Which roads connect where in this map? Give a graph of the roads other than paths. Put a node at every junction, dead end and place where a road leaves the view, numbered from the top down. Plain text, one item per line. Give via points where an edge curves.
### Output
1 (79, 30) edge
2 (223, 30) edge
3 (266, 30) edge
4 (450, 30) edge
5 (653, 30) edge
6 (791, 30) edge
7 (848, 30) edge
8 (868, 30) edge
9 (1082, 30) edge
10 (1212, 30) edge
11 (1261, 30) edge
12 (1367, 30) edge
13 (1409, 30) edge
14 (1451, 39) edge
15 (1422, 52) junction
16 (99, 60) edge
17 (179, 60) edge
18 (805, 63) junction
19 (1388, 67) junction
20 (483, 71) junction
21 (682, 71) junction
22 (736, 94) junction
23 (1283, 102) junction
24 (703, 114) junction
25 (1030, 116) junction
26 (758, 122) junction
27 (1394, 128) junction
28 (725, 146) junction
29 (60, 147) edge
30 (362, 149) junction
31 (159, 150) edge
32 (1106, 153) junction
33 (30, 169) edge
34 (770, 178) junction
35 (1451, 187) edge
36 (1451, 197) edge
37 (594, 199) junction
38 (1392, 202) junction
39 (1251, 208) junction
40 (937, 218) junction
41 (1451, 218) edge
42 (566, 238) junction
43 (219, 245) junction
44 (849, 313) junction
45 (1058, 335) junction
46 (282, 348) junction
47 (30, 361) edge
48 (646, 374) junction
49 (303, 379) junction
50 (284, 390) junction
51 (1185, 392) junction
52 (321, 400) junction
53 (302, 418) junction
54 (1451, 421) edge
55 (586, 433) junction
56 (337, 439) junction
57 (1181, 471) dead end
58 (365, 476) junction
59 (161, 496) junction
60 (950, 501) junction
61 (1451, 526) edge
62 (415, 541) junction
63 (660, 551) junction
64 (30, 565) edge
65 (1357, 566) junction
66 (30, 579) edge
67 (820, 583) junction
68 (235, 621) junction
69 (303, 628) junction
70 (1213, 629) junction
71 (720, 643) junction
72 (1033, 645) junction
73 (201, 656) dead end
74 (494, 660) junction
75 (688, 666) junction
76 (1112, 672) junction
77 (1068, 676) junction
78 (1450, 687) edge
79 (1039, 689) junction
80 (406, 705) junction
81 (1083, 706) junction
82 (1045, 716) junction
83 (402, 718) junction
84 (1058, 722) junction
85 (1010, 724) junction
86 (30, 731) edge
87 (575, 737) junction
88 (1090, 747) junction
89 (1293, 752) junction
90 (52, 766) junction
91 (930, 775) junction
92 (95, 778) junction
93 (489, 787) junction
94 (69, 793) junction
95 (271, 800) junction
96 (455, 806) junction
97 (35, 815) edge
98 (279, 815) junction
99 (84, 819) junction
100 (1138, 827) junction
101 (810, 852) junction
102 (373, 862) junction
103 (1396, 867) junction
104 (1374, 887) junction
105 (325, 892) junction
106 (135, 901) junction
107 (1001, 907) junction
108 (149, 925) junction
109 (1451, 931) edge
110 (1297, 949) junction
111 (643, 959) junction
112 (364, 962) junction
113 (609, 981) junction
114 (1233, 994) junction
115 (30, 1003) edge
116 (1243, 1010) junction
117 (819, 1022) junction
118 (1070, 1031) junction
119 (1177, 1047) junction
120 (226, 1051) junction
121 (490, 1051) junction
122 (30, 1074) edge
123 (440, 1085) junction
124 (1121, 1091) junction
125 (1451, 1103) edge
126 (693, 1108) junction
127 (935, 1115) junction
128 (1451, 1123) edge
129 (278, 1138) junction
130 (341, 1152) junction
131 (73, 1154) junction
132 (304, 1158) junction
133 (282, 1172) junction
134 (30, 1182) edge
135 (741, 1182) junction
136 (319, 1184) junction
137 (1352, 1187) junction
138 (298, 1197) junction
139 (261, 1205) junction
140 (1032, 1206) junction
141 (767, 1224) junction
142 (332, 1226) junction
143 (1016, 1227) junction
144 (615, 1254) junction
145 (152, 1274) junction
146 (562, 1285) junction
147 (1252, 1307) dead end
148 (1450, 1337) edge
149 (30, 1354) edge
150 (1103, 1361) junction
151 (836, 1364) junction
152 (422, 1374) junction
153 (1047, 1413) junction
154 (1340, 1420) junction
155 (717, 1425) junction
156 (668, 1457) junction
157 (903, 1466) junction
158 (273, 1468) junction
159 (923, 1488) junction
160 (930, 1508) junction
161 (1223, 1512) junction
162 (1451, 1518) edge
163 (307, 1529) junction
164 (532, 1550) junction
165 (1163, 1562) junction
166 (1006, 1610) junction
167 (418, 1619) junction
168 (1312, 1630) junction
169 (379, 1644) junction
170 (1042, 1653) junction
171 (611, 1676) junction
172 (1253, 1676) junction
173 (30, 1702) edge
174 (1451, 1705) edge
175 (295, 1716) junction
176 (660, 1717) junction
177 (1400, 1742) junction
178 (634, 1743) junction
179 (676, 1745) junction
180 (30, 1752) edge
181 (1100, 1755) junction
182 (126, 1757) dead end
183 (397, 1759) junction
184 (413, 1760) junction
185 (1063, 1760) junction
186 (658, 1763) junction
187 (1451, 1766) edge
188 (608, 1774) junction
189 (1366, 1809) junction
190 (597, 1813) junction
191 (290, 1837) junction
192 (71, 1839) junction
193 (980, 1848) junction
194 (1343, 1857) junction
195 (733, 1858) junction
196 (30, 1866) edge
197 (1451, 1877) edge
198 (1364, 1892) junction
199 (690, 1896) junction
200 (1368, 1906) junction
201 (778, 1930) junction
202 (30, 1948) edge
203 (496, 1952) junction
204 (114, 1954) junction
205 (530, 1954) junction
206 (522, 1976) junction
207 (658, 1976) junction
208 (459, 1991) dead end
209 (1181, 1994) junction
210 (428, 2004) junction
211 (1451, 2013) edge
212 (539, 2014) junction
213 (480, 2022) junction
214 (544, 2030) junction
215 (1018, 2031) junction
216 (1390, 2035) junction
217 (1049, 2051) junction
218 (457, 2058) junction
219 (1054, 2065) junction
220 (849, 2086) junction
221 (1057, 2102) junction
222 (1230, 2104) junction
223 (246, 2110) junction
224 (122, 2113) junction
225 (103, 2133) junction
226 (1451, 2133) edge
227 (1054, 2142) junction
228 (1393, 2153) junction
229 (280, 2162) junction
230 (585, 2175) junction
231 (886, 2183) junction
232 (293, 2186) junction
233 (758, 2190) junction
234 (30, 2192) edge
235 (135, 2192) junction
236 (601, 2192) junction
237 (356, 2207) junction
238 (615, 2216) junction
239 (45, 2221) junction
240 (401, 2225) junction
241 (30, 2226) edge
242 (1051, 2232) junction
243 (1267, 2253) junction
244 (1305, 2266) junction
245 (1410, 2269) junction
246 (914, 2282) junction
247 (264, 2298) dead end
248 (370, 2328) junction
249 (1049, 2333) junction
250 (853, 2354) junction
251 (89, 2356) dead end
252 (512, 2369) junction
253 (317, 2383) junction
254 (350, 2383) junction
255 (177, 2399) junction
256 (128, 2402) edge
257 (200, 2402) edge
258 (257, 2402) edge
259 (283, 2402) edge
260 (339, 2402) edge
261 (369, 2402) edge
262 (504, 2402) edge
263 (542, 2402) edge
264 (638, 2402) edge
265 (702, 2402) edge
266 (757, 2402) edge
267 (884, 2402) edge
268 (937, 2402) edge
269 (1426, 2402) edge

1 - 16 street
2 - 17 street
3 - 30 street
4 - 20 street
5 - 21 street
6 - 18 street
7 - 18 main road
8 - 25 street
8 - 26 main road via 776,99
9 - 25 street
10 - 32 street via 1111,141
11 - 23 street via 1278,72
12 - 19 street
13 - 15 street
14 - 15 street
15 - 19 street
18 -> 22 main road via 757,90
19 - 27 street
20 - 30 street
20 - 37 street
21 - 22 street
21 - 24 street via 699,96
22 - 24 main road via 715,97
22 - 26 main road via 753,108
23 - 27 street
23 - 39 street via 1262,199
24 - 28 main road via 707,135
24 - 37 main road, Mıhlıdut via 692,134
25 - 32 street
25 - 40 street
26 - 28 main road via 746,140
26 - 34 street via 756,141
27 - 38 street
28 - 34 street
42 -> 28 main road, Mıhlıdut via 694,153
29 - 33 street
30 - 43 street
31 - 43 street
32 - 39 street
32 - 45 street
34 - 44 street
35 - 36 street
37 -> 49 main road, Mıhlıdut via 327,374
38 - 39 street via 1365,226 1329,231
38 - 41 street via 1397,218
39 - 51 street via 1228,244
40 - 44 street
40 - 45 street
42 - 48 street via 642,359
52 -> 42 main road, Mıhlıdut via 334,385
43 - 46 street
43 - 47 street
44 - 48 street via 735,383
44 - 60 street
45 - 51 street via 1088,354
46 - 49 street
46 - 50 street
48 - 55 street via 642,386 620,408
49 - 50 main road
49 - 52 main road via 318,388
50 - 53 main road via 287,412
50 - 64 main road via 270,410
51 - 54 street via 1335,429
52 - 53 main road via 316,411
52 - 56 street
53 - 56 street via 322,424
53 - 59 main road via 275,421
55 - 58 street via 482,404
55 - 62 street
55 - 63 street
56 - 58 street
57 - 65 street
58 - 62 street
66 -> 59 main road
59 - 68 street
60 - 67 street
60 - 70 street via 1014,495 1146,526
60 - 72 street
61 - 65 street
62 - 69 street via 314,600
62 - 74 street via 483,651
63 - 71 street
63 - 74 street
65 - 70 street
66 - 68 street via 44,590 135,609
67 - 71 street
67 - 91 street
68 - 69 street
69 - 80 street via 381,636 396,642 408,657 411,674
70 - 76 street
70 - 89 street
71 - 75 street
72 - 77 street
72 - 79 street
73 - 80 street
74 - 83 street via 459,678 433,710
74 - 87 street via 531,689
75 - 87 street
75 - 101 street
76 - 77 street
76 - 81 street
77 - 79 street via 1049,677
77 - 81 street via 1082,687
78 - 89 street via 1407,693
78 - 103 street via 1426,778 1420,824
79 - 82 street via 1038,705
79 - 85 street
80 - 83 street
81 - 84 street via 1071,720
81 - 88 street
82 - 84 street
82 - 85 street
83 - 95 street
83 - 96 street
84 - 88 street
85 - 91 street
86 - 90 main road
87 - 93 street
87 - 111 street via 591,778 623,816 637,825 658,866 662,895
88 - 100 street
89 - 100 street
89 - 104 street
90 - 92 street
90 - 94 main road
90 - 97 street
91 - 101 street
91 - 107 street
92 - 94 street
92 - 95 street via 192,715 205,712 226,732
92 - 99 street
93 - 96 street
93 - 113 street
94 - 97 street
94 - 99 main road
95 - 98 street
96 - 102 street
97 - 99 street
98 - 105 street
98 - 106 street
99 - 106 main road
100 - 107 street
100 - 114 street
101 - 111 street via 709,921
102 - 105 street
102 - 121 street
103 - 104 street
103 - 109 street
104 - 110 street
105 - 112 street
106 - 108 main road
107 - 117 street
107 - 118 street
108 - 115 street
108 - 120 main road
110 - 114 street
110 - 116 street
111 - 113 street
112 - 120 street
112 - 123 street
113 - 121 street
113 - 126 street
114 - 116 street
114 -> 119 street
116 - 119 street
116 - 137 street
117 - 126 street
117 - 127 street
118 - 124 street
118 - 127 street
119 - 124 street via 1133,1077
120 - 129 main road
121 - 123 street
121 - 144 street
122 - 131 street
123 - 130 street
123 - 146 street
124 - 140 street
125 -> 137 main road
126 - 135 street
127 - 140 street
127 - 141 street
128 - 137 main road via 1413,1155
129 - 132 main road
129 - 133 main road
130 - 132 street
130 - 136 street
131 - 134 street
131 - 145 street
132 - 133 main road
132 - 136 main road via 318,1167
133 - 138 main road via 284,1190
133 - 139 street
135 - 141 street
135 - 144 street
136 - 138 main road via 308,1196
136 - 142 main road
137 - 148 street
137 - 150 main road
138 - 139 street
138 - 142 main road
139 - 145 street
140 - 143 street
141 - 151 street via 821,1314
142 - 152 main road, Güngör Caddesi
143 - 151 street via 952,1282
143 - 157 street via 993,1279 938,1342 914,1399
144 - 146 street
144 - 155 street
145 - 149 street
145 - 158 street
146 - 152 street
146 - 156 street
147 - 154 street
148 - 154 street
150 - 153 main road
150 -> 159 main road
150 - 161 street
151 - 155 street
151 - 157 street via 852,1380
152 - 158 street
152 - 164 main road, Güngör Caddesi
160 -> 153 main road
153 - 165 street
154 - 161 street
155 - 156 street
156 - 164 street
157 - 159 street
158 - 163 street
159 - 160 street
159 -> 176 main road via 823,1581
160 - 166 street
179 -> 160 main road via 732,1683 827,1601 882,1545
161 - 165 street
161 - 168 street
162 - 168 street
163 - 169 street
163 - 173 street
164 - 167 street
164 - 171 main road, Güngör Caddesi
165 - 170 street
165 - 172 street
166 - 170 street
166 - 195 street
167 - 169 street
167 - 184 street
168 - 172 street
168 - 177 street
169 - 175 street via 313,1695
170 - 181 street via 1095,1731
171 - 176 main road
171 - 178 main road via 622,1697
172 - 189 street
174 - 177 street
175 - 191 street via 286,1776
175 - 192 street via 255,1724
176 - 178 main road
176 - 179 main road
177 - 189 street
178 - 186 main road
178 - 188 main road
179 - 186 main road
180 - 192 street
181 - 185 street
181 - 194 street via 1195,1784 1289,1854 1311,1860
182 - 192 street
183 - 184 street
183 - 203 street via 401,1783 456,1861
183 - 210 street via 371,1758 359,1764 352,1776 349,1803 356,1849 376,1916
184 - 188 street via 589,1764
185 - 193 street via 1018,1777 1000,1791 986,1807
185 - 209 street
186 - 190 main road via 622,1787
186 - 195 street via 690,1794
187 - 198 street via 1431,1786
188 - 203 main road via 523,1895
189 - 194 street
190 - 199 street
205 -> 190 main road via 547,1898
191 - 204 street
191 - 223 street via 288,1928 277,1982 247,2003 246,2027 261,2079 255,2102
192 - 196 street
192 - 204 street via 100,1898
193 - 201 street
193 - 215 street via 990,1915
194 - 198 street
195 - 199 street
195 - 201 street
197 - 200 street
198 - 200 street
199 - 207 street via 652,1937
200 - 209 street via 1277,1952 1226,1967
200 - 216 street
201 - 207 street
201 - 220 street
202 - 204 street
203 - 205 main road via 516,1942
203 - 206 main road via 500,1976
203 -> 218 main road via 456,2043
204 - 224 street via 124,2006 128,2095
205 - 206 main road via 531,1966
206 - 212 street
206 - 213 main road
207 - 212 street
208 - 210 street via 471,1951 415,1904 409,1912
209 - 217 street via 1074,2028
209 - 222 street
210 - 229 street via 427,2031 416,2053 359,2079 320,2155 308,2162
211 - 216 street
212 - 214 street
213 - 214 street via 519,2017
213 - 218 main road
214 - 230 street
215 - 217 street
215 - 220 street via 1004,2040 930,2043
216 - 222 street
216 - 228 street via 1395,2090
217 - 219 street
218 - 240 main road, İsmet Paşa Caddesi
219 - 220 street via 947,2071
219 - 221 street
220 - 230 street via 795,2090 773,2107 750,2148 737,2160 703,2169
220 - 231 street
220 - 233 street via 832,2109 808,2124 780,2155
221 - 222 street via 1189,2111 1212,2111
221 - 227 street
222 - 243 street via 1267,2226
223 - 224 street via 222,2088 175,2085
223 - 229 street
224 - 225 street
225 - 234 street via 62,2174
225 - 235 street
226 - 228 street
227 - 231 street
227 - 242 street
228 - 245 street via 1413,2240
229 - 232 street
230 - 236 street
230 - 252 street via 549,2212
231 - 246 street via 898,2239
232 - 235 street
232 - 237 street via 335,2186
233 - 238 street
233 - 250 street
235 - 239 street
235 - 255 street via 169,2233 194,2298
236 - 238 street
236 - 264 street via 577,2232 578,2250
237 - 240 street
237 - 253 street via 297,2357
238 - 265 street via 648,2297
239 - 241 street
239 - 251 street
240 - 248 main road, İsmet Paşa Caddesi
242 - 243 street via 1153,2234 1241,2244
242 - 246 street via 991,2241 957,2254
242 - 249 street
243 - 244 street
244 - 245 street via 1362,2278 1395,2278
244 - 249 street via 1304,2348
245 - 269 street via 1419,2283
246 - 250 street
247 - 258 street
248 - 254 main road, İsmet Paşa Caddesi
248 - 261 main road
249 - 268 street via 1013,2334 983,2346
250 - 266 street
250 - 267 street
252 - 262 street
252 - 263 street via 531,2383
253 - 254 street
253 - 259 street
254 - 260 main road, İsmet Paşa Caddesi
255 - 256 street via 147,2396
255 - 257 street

**Exercise instructions**
Lines containing the word "Caddesi" are to be located in the entries and copied.

**Written response**
142 - 152 main road, Güngör Caddesi
152 - 164 main road, Güngör Caddesi
164 - 171 main road, Güngör Caddesi
218 - 240 main road, İsmet Paşa Caddesi
240 - 248 main road, İsmet Paşa Caddesi
248 - 254 main road, İsmet Paşa Caddesi
254 - 260 main road, İsmet Paşa Caddesi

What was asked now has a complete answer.